そう言った配慮の出来ない事、それが余裕の無さを物語るのだろうか。
不景気だとか、リストラだとかで社会的にストレスが溜まっている事は分かっている。
けれど、心に少し余裕を持ち、そういった事に遭遇したとしても、「しょうがねーな」と苦笑いでやり過ごす事の出来るように在りたいものだ。


 そしてもう一つ思ったのが、言は身の文と言う事。
使う言葉に品格が自ずと表れてしまう。
その時々の感情や、そして培ってきた人間の中身そのもの迄さえも。
見知らぬ他人に対し丈上高に物言いをするものは、自己を他者よりも優れていると自認し、権力的、制圧的であり、それが他者から見れば張り子の虎の様で在るにも関わらず、その小さな身にそぐわぬプライドを引っ提げた者であるだろう。

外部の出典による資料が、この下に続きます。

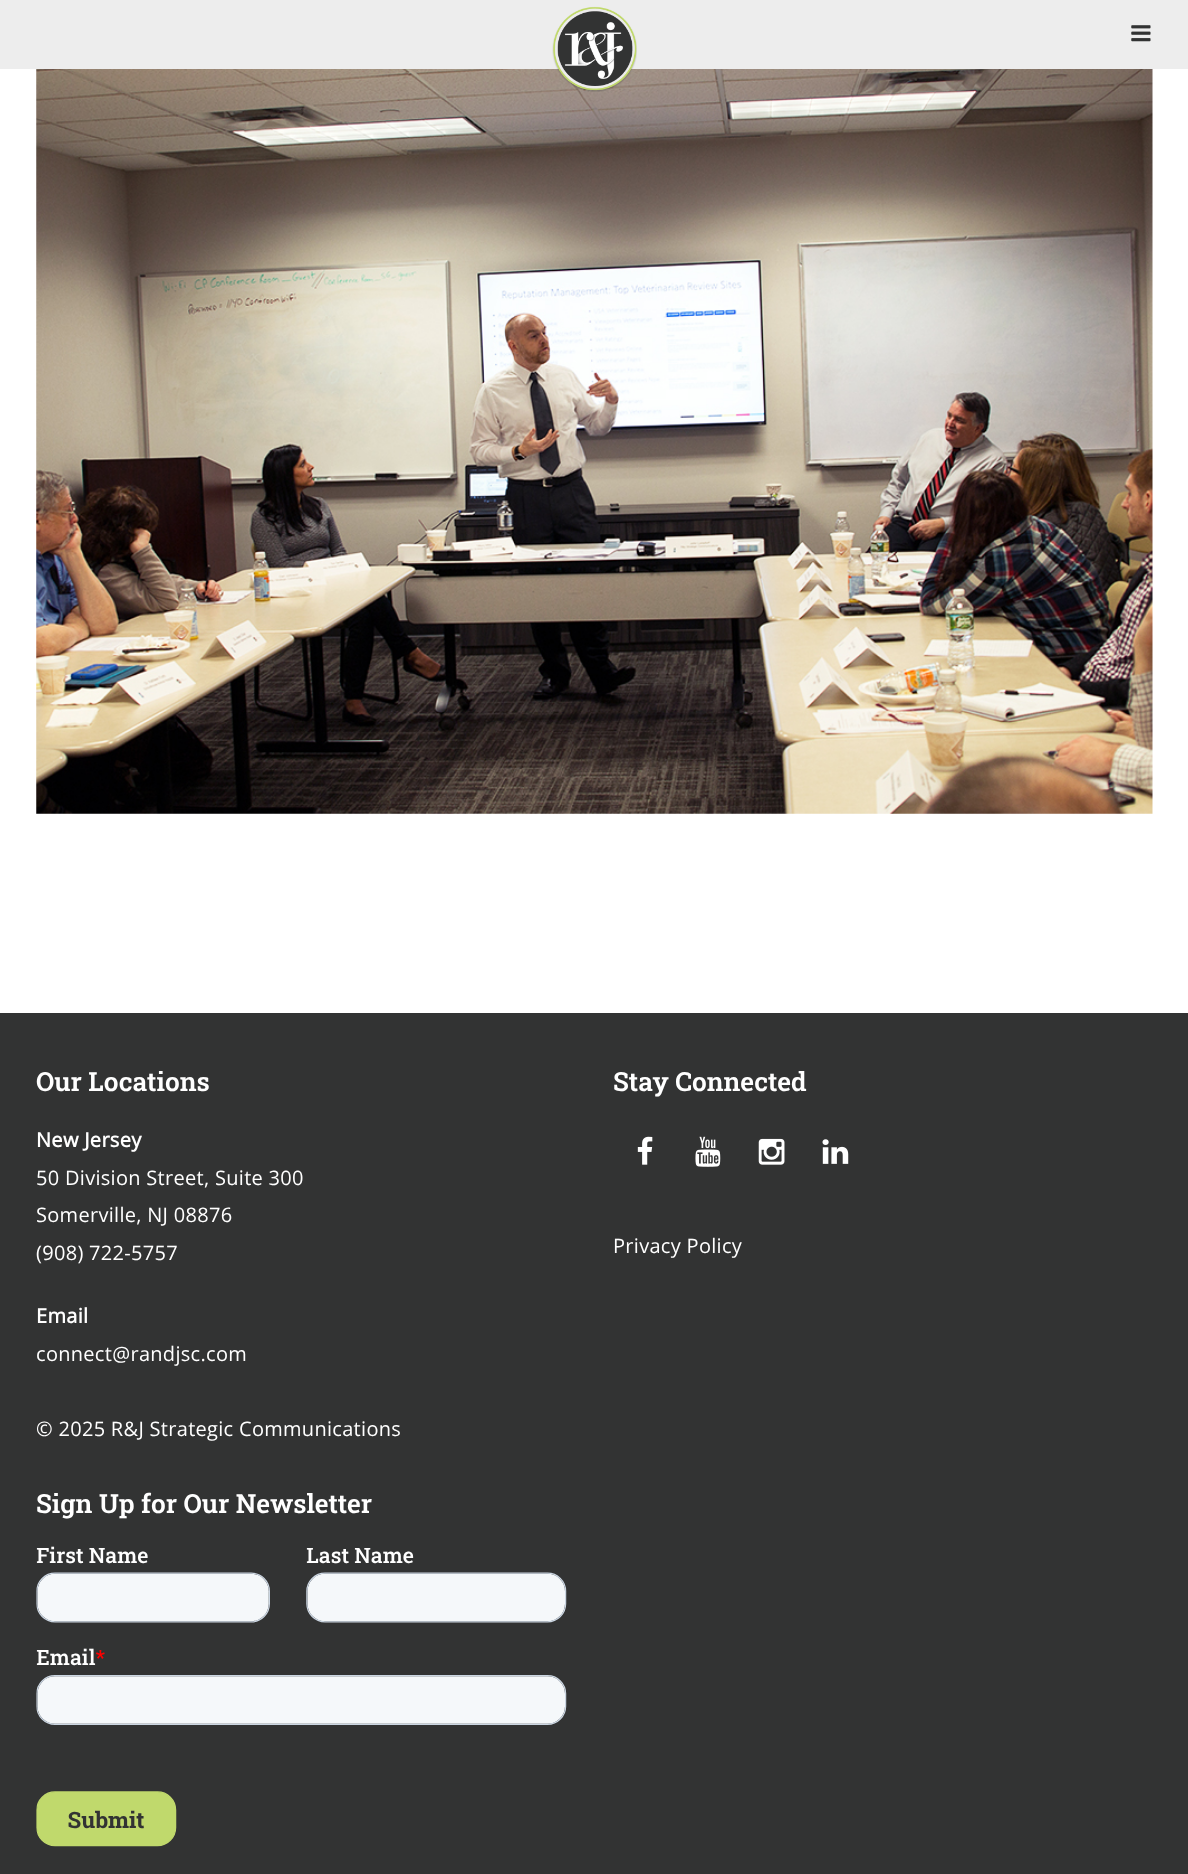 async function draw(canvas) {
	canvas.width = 1188;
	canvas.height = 1874;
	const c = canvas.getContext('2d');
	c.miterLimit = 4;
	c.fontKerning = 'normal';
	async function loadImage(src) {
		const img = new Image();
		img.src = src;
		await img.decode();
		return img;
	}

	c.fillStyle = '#fff';
	c.fillRect(0, 0, 1188, 1874);
	c.fillStyle = '#ededed';
	c.fillRect(0, 0, 1188, 69);
	c.drawImage(await loadImage('img3.png'), 36, 69, 1117, 745);
	c.drawImage(await loadImage('img1.png'), 552, 6, 85, 86);
	c.drawImage(await loadImage('img2.png'), 1131, 25, 20, 17);
	c.fillStyle = '#323333';
	c.fillRect(0, 1013, 1188, 861);
	c.font = '600 26.25px Roboto Slab';
	c.fillStyle = '#fff';
	c.fillText('Our Locations', 36, 1091);
	c.letterSpacing = '0.3px';
	c.font = 'bold 20px Open Sans';
	c.fillText('New Jersey', 36, 1147);
	c.font = '20px Open Sans';
	for (const [text, x, y] of [
		['50 Division Street, Suite 300', 36, 1185],
		['Somerville, NJ 08876', 36, 1222],
		['(908) 722-5757', 36, 1260],
	]) {
		c.fillText(text, x, y);
	}
	c.font = 'bold 20px Open Sans';
	c.fillText('Email', 36, 1323);
	c.font = '20px Open Sans';
	c.fillText('connect@randjsc.com', 36, 1361);
	c.fillText('© 2025 R&J Strategic Communications', 36, 1436);
	c.letterSpacing = '0px';
	c.font = '600 26.25px Roboto Slab';
	c.fillText('Stay Connected', 613, 1091);
	c.drawImage(await loadImage('img4.png'), 637, 1136, 16, 29);
	c.drawImage(await loadImage('img5.png'), 695, 1136, 26, 31);
	c.drawImage(await loadImage('img6.png'), 758, 1138, 27, 27);
	c.drawImage(await loadImage('img7.png'), 822, 1139, 27, 25);
	c.letterSpacing = '0.3px';
	c.font = '20px Open Sans';
	c.fillText('Privacy Policy', 613, 1253);
	c.letterSpacing = '0px';
	c.font = '600 26.25px Roboto Slab';
	c.fillText('Sign Up for Our Newsletter', 36, 1513);
	c.drawImage(await loadImage('img8.png'), 36, 1546, 531, 301);
}

draw(document.querySelector('canvas'));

見知らぬ他人に対し乱暴な物言いをするものは、その品の無さを露呈し、己がどれだけ愚かであるかを宣伝してまわるようなものだ。
どれだけ偉そうにしていても、賢ぶっていても、言葉からメッキが剥がれていく事も少なくはない。
別に取り繕う必要は無いけれども、でも、だからこそ言葉には注意を払って使わなければならないだろう。
まあ、そんな俺も「全く以てFuck'inだぜ!」とか言ってる時点で駄目駄目ではあるのだが。


後記 言い合いの末にリーマンが「こっち来いよ!」と言いホームの隅の方へと誘った所、若者は「行ってやろうじゃねーか!あ?」と発言。
ストリートファイトの始まりかと思いきや、リーマンが向かったのは駅長室の前。そこでしきりと「どうしたよ?来いよ」と挑発。
それに対し若者は「どこ行くんだよ!必要ねーだろうがよ!」と拒否。
駄目だ、この若造。単なるヘタレだ。カッコ悪。
虚勢も甚だしいと見ていて哀れにすらなるものだな。無論、同情など微塵もせんのだが。